Yesterday, in response to DOJ’s motion asking Tea Party Judge Roger Vinson to clarify whether his error-ridden opinion striking down the Affordable Care Act takes immediate effect, Vinson showed uncharacteristic restraint by staying his decision and allowing the Act to move forward while the case is on appeal. That, however, is only part of the story.

Although Vinson did issue a stay, he devoted the lion’s share of yesterday’s order to a “rather defensive summary of his earlier opinion and, at times, a response to critics.” As with so many things regarding Judge Vinson, his order is riddled with legal errors:

  • First, in striking down the ACA, Judge Vinson did not issue an “injunction” — the legal term for an order compelling a party to take or refrain from a certain action. Instead, Vinson issued something known as a “declaratory judgment.” This distinction is important because, in a case called Kennedy v. Mendoza-Martinez, the Supreme Court held that the United States is “free to continue to apply” a law that is subject to a declaratory judgment “[p]ending review in the Court of Appeals and in this Court.” In other words, had Vinson actually followed the law, it would have been completely unnecessary for him to issue a stay because his decision would have never halted the ACA in the first place.

Vinson attempts to dodge this binding Supreme Court decision by noting that, since this case was decided, Congress repealed a completely irrelevant statute concerning whether a single judge may enjoin the United States. That statute has nothing to do with declaratory judgments, however, so the fact that it was repealed gives Vinson no authority to defy Mendoza-Martinez.

  • Second, Vinson likely chose not to issue an injunction because he failed to complete the lengthy steps required by law before a judge may do so. Under the Federal Rules of Civil Procedure, an injunction must “describe in reasonable detail . . . the act or acts restrained or required.” As the Supreme Court has explained, this requires a court to “frame its orders so that those who must obey them will know what the court intends to require and what it means to forbid.”

Vinson, however, provided no such instructions. Does Medicare now have to pay providers at different rates depending on whether they are subject to his declaratory judgment? What payment rates should Medicare provide to doctors who are subject to his order? Are members of the National Federation of Independent Business, which is a party to this lawsuit, no longer allowed to claim tax benefits under the ACA? How is the IRS supposed to know who is and who isn’t an NFIB member? Vinson answers none of these questions, and therefore left the United States will no idea how it could have complied with his original order had that order not been stayed.

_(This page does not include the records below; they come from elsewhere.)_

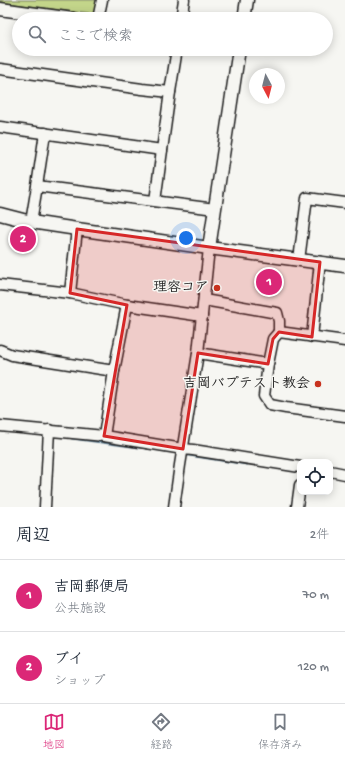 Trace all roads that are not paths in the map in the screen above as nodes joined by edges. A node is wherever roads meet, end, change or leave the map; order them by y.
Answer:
1 (102, 0) edge
2 (184, 0) edge
3 (247, 0) edge
4 (0, 9) edge
5 (22, 12) edge
6 (99, 12) edge
7 (182, 12) edge
8 (245, 12) edge
9 (176, 56) edge
10 (238, 56) edge
11 (0, 69) edge
12 (170, 92) junction
13 (0, 127) edge
14 (44, 133) junction
15 (162, 150) junction
16 (37, 186) junction
17 (155, 201) junction
18 (345, 203) edge
19 (215, 208) junction
20 (0, 214) edge
21 (31, 222) junction
22 (77, 229) junction
23 (209, 248) junction
24 (299, 260) junction
25 (320, 262) junction
26 (345, 266) edge
27 (0, 285) edge
28 (70, 293) junction
29 (204, 300) junction
30 (127, 305) junction
31 (202, 316) junction
32 (278, 332) junction
33 (312, 337) junction
34 (345, 341) edge
35 (0, 350) edge
36 (198, 354) junction
37 (268, 364) junction
38 (114, 371) junction
39 (345, 416) edge
40 (0, 426) edge
41 (49, 434) junction
42 (104, 436) junction
43 (183, 450) junction
44 (297, 467) edge
45 (333, 472) edge
46 (345, 474) edge
47 (299, 495) edge
48 (45, 507) edge
49 (174, 507) edge
50 (297, 507) edge

1 - 6 street
2 - 7 street
3 - 8 street
4 - 5 street
9 - 12 street
10 - 19 street
11 - 12 street
12 - 15 street
13 - 14 street
14 - 15 street
14 - 16 street
15 - 17 street
16 - 17 street
16 - 21 street
17 - 19 street
18 - 24 street
19 - 23 street
20 - 21 street
21 - 22 street
22 - 23 street
22 - 28 street
23 - 24 street
23 - 29 street
24 - 25 street
25 - 26 street
25 - 33 street
27 - 28 street
28 - 30 street
29 - 31 street
29 - 32 street
30 - 31 street
30 - 38 street
31 - 36 street
32 - 33 street
32 - 37 street
33 - 34 street
35 - 38 street
36 - 37 street
36 - 43 street
37 - 39 street
38 - 42 street
40 - 41 street
41 - 42 street
41 - 48 street
42 - 43 street
43 - 44 street
43 - 49 street
45 - 46 street
47 - 50 street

  • Third, before a party can benefit from a court order, it must possess the legal right to seek legal relief — a requirement known as “standing.” Yet Vinson held that only two of the plaintiff states — Idaho and Utah — have standing to sue in this case (the decision that these two states have standing was itself erroneous). Vinson lacks the legal authority to apply his order to the other 24 state parties, but he does not seem to care. Indeed, at one point in yesterday’s order, he implies that he could very well have imposed his order on the state of Washington — even though he never determined that Washington has standing.
  • Fourth, as Professor Orin Kerr, a former constitutional advisor to Sen. John Cornyn (R-TX), explains, Vinson issued the stay “with an important condition: DOJ must file its appeal in seven days, and DOJ must then request an expedited appeal in the circuit court. This seems pretty unusual to me, given that DOJ wasn’t even seeking a stay from Judge Vinson. The pace of appellate litigation is normally up to the Federal Rules of Appellate Procedure, the litigants, and the Court of Appeals judges — not a district court judge.”

The bottom line is that Vinson’s order bears no resemblance to the law, and will almost certainly hurt his credibility with an appellate court.